Environnement

Modèle sismique et tectonique de la zone de subduction des Petites Antilles : contribution à l’évaluation des risques sismiques

Michele paulatto

Nationality Italian

Year of selection 2012

Institution Université de Nice Sophia-Antipolis

Country France

Risk Environnement

Post-Doctoral Fellowship

2 years

120000 €

Couplage ou coulissage ? Le rôle des fluides à la naissance des séismes

La plupart du temps, nous n’avons bien heureusement pas conscience que les différentes plaques à la surface de la Terre sont en mouvement perpétuel. Lorsqu’elles entrent en collision, il arrive qu’une des plaques glisse sous l’autre et sombre à nouveau à l’intérieur de la terre, ce qui ne se passe que rarement de façon paisible. En effet, ce type d’interaction, appelé subduction, est à l’origine des tremblements de terre les plus violents, tels que ceux qui ont touché Sumatra en 2004 et le Japon en 2011. On retrouve ce type de frontière entre plaques dans les Petites Antilles, un archipel situé dans la Mer des Caraïbes. La région n’a jusqu’ici enregistré que peu de séismes de grande ampleur, mais ce n’est pas une raison pour ne pas s’y intéresser. Cette absence de grands tremblements de terre pourrait s’expliquer par le fait que les plaques coulissent lentement l’une sous l’autre de façon progressive en libérant régulièrement de petites quantités d’énergie. Une autre théorie consiste à penser qu’il existe un couplage entre les deux plaques, c’est-à-dire qu’elles sont collées entre elles et accumulent de l’énergie qui sera un jour relâchée sous la forme d’un gigantesque tremblement de terre.
Valider l’une ou l’autre de ces théories nécessite de connaître la nature exacte de la frontière entre plaques, sa structure et des propriétés physiques. Michele Paulatto utilise la géophysique pour créer un modèle en 3D de la région responsable des tremblements de terre, située entre 5 et 50 kilomètres sous le plancher océanique. En étudiant la façon dont des ondes d’énergie élastique se déplacent dans les couches terrestres de cette région, il peut en effet déduire quels types de matières elles ont traversés et si elles ont rencontré des fluides. Ces derniers peuvent être de l’eau ou du dioxyde de carbone contenu dans la croûte. Lorsqu’une plaque coulisse sous l’autre, ses fluides se libèrent sous l’effet de la pression et de certains processus chimiques.
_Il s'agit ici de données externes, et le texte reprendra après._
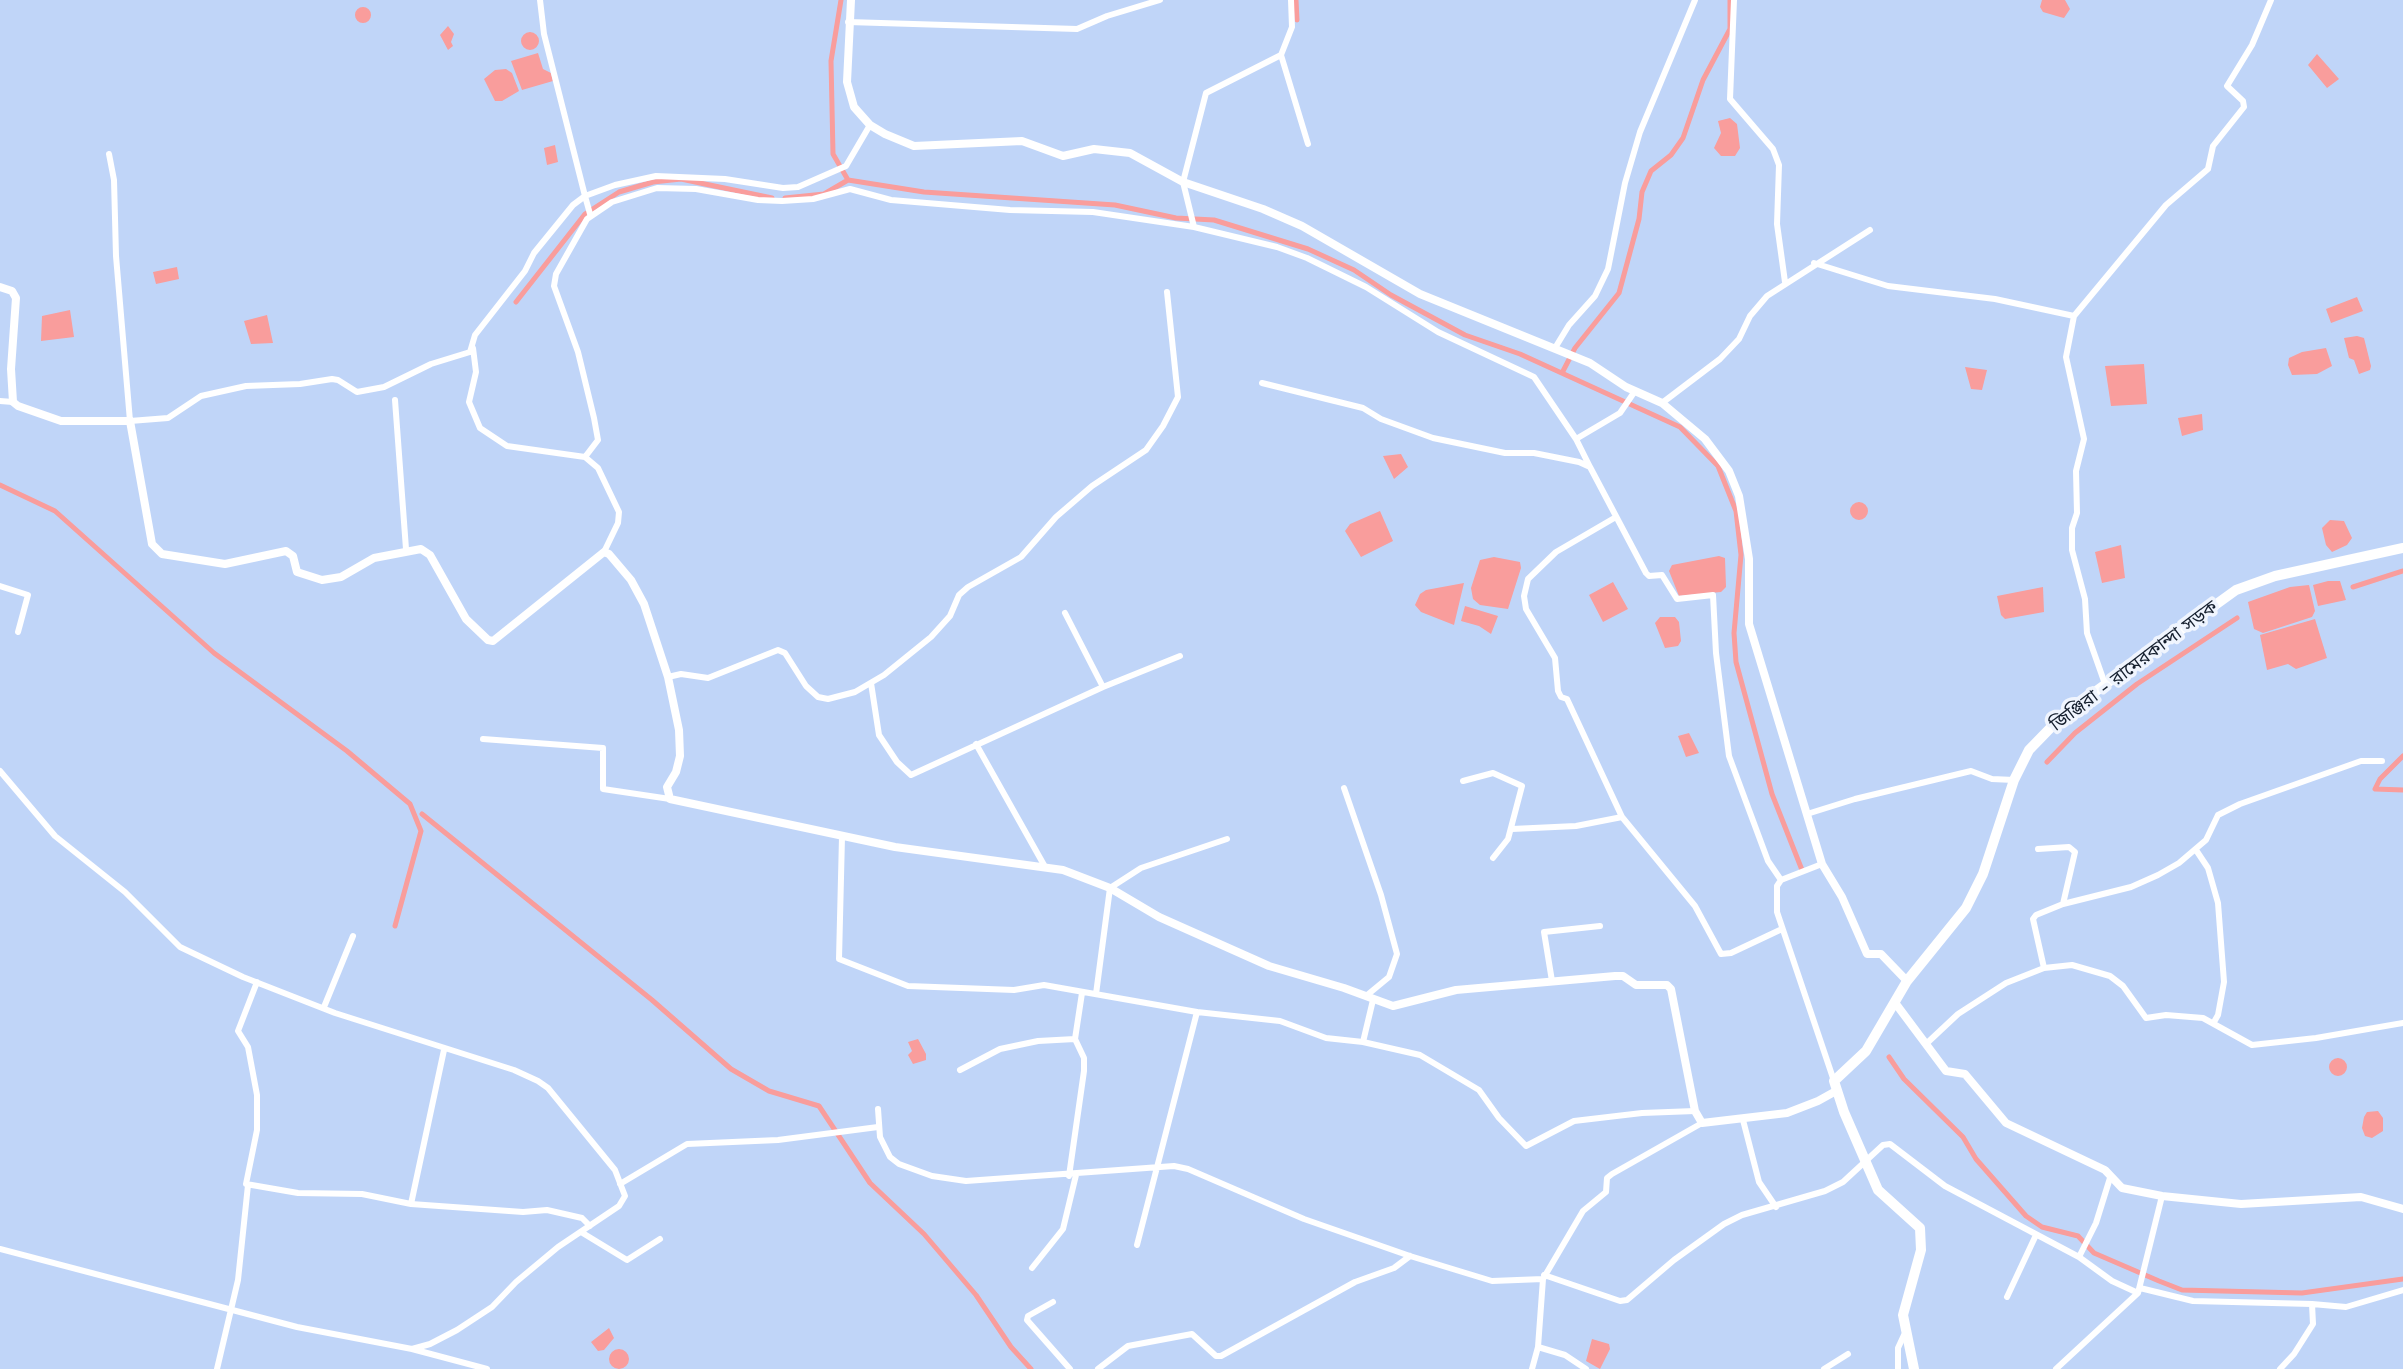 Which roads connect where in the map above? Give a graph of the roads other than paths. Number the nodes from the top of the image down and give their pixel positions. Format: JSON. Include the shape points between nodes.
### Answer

Ce phénomène peut changer la mécanique de l’interaction entre plaques et donc leur capacité à provoquer des tremblements de terre : les fluides situés dans la région de subduction peuvent réduire le degré de couplage entre les plaques et leur permettre de glisser sans provoquer de séisme.
En analysant les données d’ondes sismiques provoquées artificiellement Michele Paulatto obtient des images en haute résolution de la partie la plus superficielle des plaques. En les superposant aux données sur les tremblements de terre de la région, il peut visualiser ce qu’il se passe plus en profondeur. Jusqu’ici, ses analyses ont permis d’identifier une couche à la composition hautement fluide dans la partie supérieure de la plaque en subduction et montré que la profondeur de cette couche n’était pas homogène le long de la zone de subduction. Le chercheur poursuit ses analyses mais suppose que la présence plus ou moins importante de fluides dans la matière entrant dans la zone de subduction peut jouer un rôle significatif dans le degré de couplage inter-plaques et contribuer à déterminer quelles zones présentent le plus de risques sismiques. Les conclusions de Michele Paulatto et leurs applications pour l’identification et la gestion de risques pourraient être d’une importance vitale pour cette région à risques ainsi que les 4 millions de personnes qui l’habitent.